“Alas, fair mistress! it will take a many men to help it. But since you bid me thus away—hi, Dixon! get my trunks packed!” And then, of course, her blushing roses faded to a lily white; and then, of course, it was his duty to support her slender form; neither were those dulcet murmurs absent which forever must be present when the female kind begin to have the best of it.

So they went on once or twice, and would have gone on fifty times if fortune had allowed them thus to hang on one another. All the world was fair around them; and themselves, as fair as any, vouched the whole world to attest their everlasting constancy.

But one soft November evening, when the trees were full of drops, and gentle mists were creeping up the channels of the moorlands, and snipes (come home from foreign parts) were cheeping at their borings, and every weary man was gladdened by the glance of a bright wood fire, and smell of what was over it, there happened to come, on a jaded horse, a man, all hat, and cape, and boots, and mud, and sweat, and grumbling. All the people saw at once that it was quite impossible to make at all too much of him, because he must be full of news, which (after victuals) is the greatest need of human nature. So he had his own way as to everything he ordered; and, having ridden into much experience of women, kept himself as warm as could be, without any jealousy.

This stern man bore urgent order for the Viscount Auberley to join the king at once at Oxford, and bring with him all his gathering. Having gathered no men yet, but spent the time in plucking roses and the wild myrtles of Devonshire love, the young lord was for once a little taken aback at this order. Moreover, though he had been grumbling, half a dozen times a day—to make himself more precious—about the place, and the people, and the way they cooked his meals, he really meant it less and less as he came to know the neighbourhood. These are things which nobody can understand without seeing them.

“I grieve, my lord,” said the worthy baron, “that you must leave us in this hot haste.” On the whole, however, this excellent man was partly glad to be quit of him.

“And I am deeply indebted to your lordship for the grievance; but it must be so. Que voulez-vous? You talk the French, mon baron?”
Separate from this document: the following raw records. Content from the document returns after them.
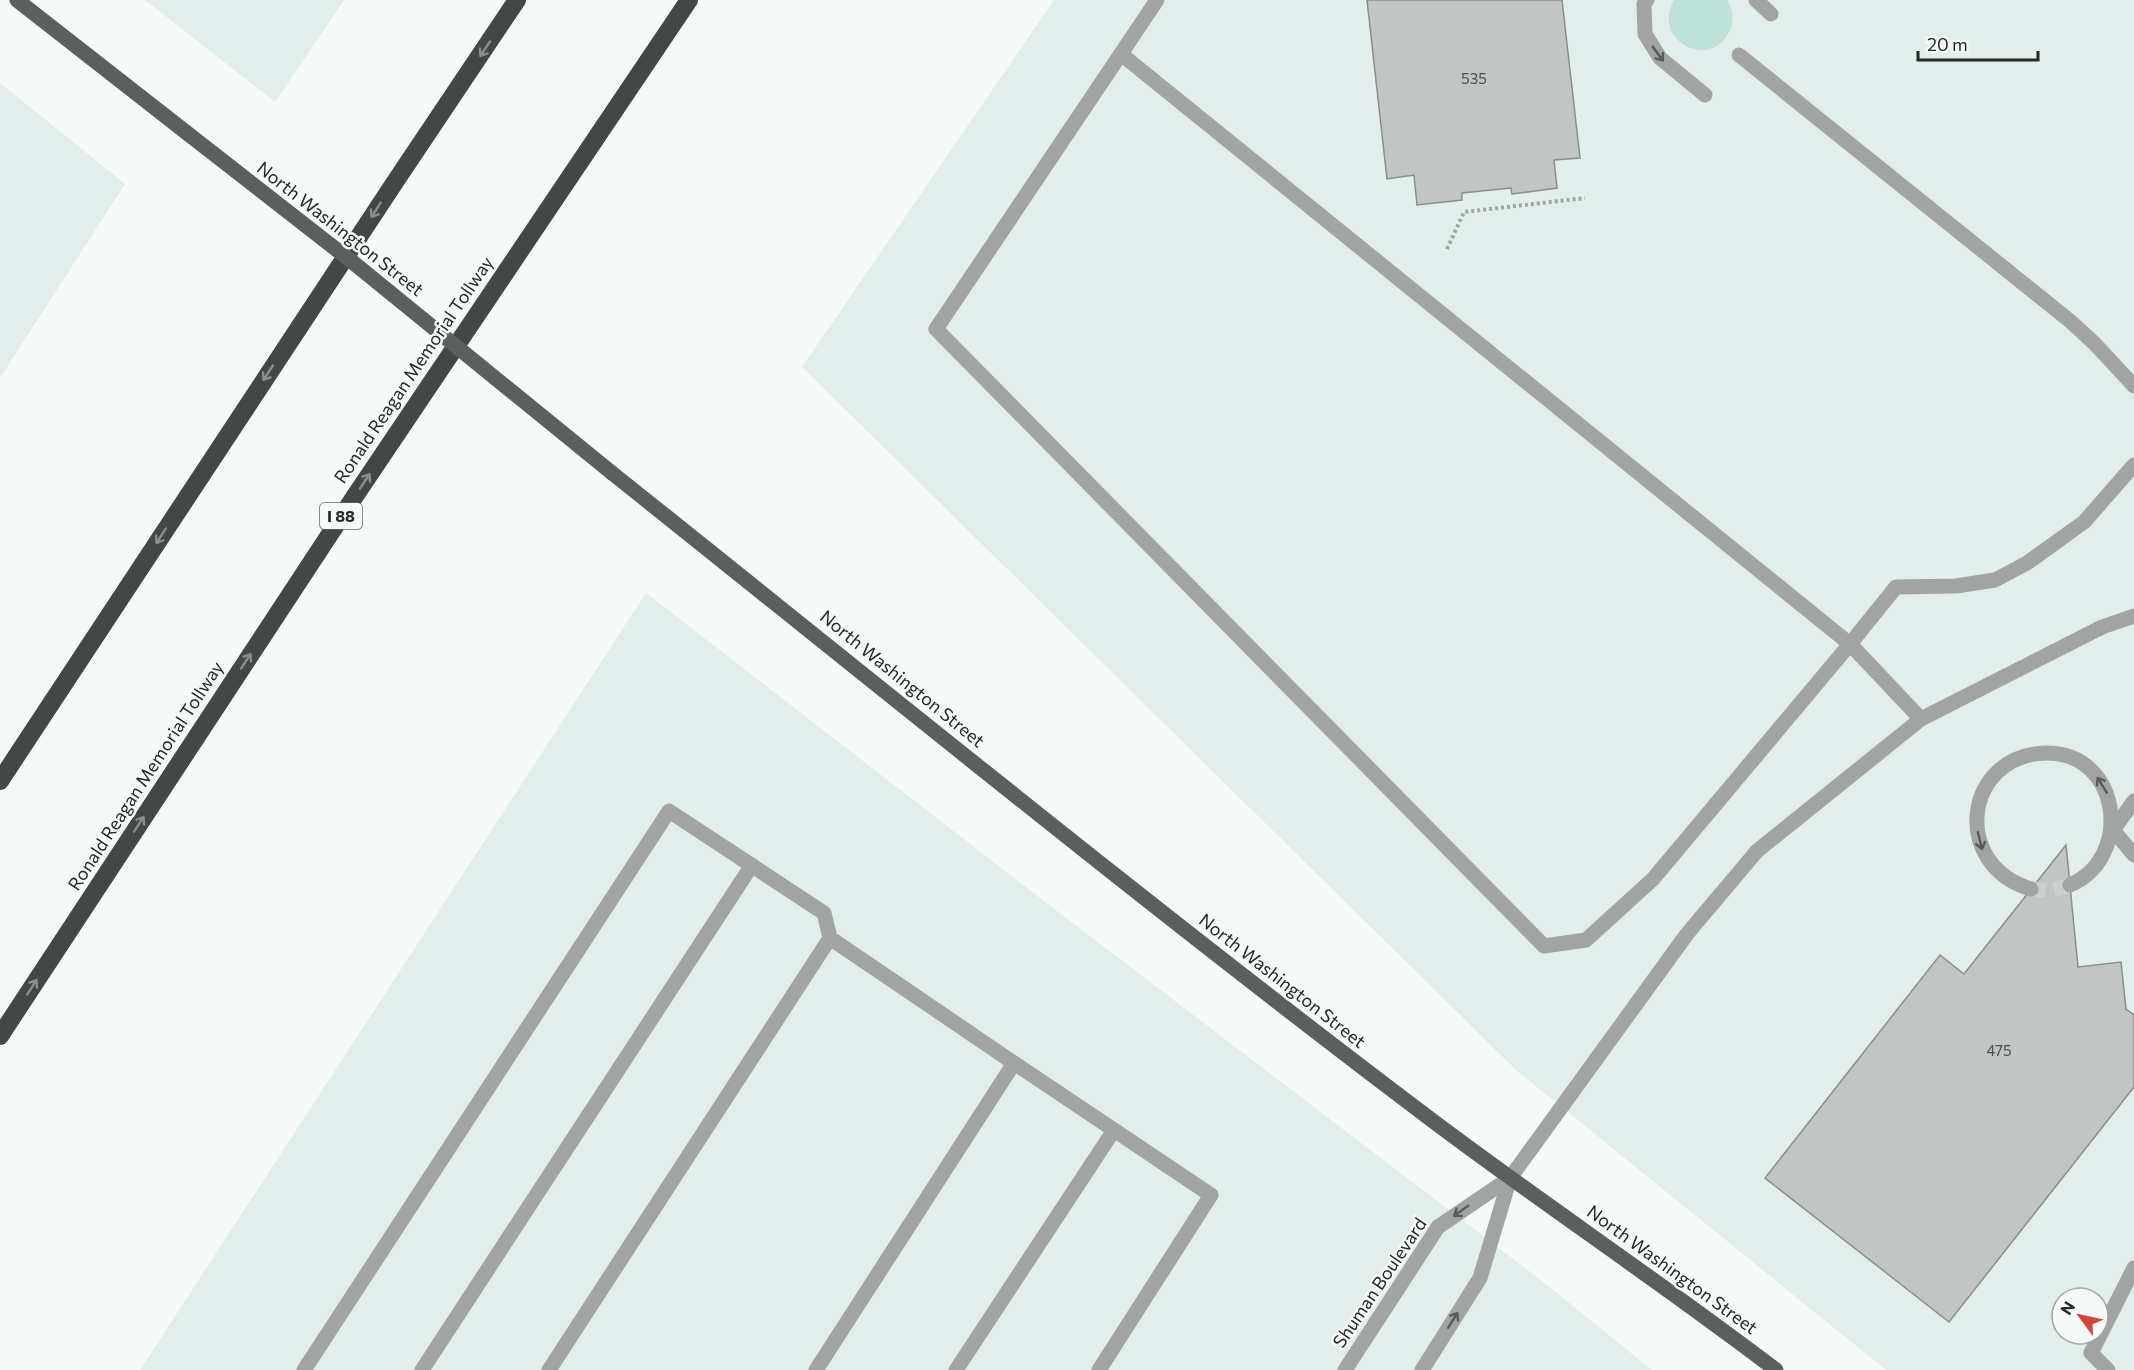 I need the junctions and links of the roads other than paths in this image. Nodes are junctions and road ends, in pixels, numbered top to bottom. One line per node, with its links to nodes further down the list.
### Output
1 (17, 0): 27 (main road, North Washington Street, bridge)
2 (517, 0): 16 (highway, one-way to 16)
3 (689, 0): 24 (highway, Ronald Reagan Memorial Tollway / I 88, one-way to 3)
4 (1157, 0): 8 (street)
5 (1647, 0): 10 (street, one-way to 10)
6 (1756, 0): 7 (street)
7 (1771, 14)
8 (1121, 54): 14 (street); 14 (street)
9 (1739, 55): 11 (street)
10 (1705, 95)
11 (2134, 386)
12 (2134, 465): 14 (street)
13 (2134, 616): 15 (street)
14 (1850, 644): 15 (street)
15 (1921, 719): 27 (street)
16 (0, 781)
17 (2134, 801): 18 (street)
18 (2113, 830): 19 (street); 21 (street); 22 (street, one-way to 22)
19 (2134, 855)
20 (752, 865): 23 (street); 29 (street); 30 (street)
21 (2070, 885)
22 (2031, 889)
23 (830, 938): 25 (street); 31 (street)
24 (0, 1036)
25 (1014, 1063): 26 (street); 32 (street)
26 (1114, 1130): 33 (street); 34 (street)
27 (1510, 1178): 35 (street, Shuman Boulevard, one-way to 35); 36 (street, one-way to 27); 37 (main road, North Washington Street)
28 (2134, 1268): 38 (street)
29 (304, 1370)
30 (422, 1370)
31 (549, 1370)
32 (816, 1370)
33 (956, 1370)
34 (1100, 1370)
35 (1346, 1370)
36 (1422, 1370)
37 (1776, 1370)
38 (2108, 1370)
“With a Frenchman, my lord; but not when I have the honour to speak with an Englishman.”

“Ah, there! Foreign again! My lord, you will never speak English.”

De Wichehalse could never be quite sure, though his race had been long in this country, whether he or they could speak born English as it ought to be.

“Perhaps you will find,” he said at last, with grief as well as courtesy, “many who speak one language striving to silence one another.”